Huawei has been facing trouble from international markets following the US' allegations of espionage. Since its entry into the 'entity list' on May 16, Huawei has had to end trade with major chipmakers, networking companies and retailers. However, it recognises that the firms are being forced to act.
The challenges to Huawei become tougher as several global-standard organisations have decided to end association with the tech firm. The latest to comply with the US blacklisting of Huawei is the SD Association, the Wi-Fi Alliance group and the JEDEC group.
Dissociation from the SD Association means Huawei will no longer be able to use microSD cards, which allow users to increase the storage capacity of phones. The Wi-Fi Alliance sets standards for wireless technology and has major companies, including Apple, Intel and Qualcomm, as its members. They have "temporarily restricted" Huawei's participation in activities, according to a report from Nikkei Asian Review.
JEDEC is the global semiconductor standardisation organisation. Huawei has reportedly volunteered to suspend its membership from the group. A JEDEC spokesperson told Nikkei, "On May 17, 2019, Huawei Technologies notified JEDEC that it had decided to voluntarily suspend its membership in JEDEC until the restrictions imposed by the U.S. government are removed."
Google has also removed all Huawei phones from the Android Enterprise Devices list. This restriction on trade is potentially dangerous for international markets. Ken Hu, Deputy Chairman for Huawei said, "[The ban] goes against the values of the international business community, cuts off the global supply chain and disrupts fair competition in the market." Addressing concerns about other industries, he added, "This could happen to any other industry and company in the future if we don't jointly confront these issues."
Huawei has been a big contributor to the development of Android around the world. According to a statement, "Huawei will continue to provide security updates and after-sales services to all existing Huawei and Honor smartphone and tablet products, covering those that have been sold and that are still in stock globally."
The blacklisting has hit Huawei and international supply chains, but the Chinese firm had predicted this would happen and created a backup plan. They reportedly have the ability to make their own chips, albeit at a higher cost. They already made their proprietary Nano-Memory cards, which have replaced the universal standard on most new devices. With plans to make its own chips and a unified operating system, Huawei is trying its best to pull through.

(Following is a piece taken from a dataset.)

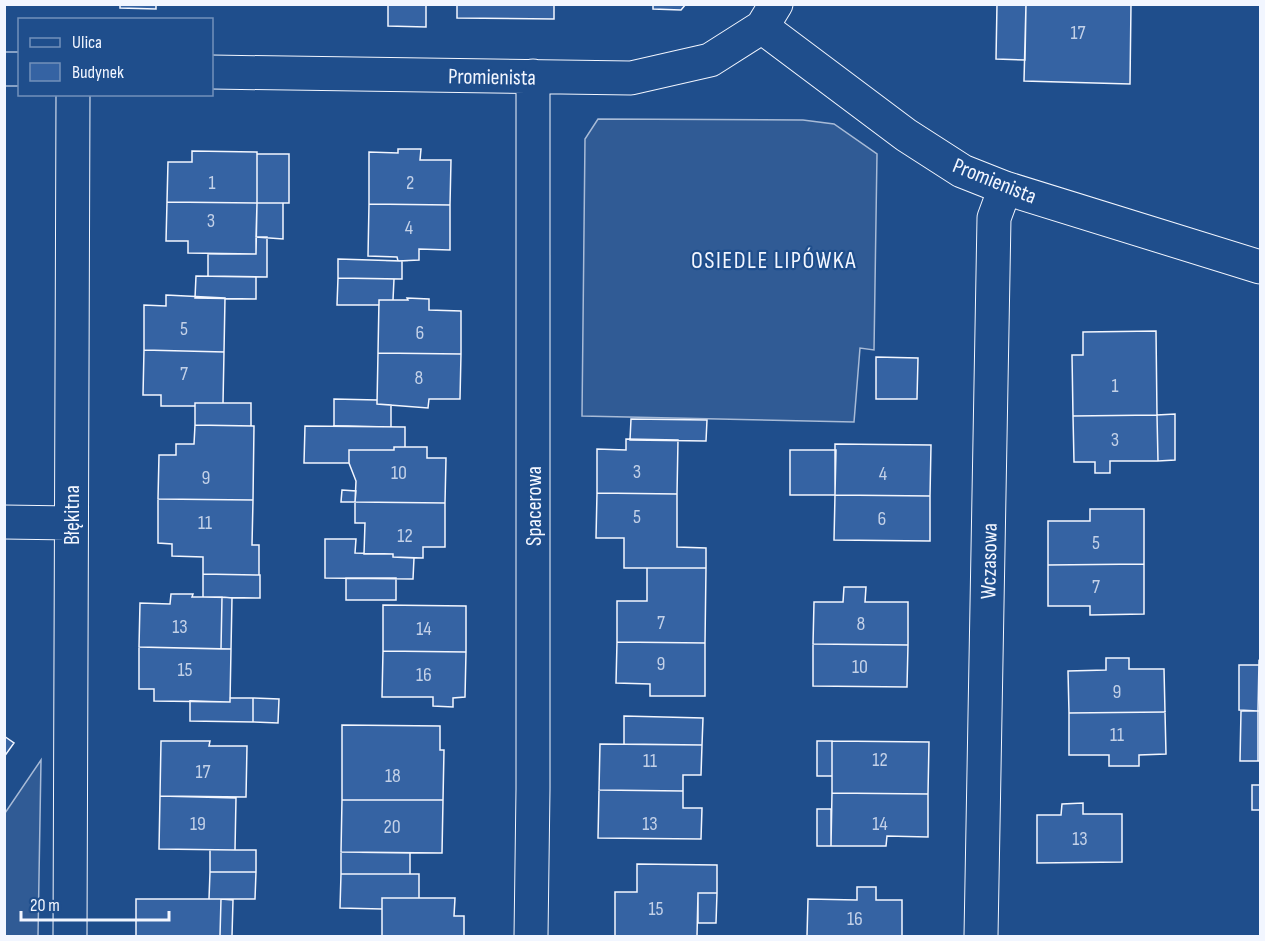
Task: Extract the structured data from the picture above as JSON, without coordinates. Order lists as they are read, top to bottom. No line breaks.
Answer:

U.S. companies have been communicating closely with Huawei, according to Ren Zhengfei, Founder and CEO of Huawei Technologies who spoke about the issue at a media round table conference. When asked why they did not implement their own technology earlier if it was developed, he said, "That means we are seeking the so-called 'independent innovation'. The main purpose of independent innovation is to become a dominant player, but we want to have partners all over the world... We don't want to hurt our partners. We want to help them have robust financial statements, even if it means we have to make adjustments."
"Our company will not end up with an extreme supply shortage. We have got well prepared. At the beginning of this year, I predicted that something like this would occur two years later and that the US would not take action before the US lawsuit against us was settled in court," said Zhengfei to the media. "We were quite sure that they would take action against us whatever the result was. We thought we would have two years to make preparations. But when Meng Wanzhou was arrested, it sparked everything off."
Huawei's growth has been slowed from 39% last year to 25% in April this year. The growth "may continue decreasing towards the end of this year. But the US ban will not lead to negative growth or harm the development of our industry," according to Zhengfei.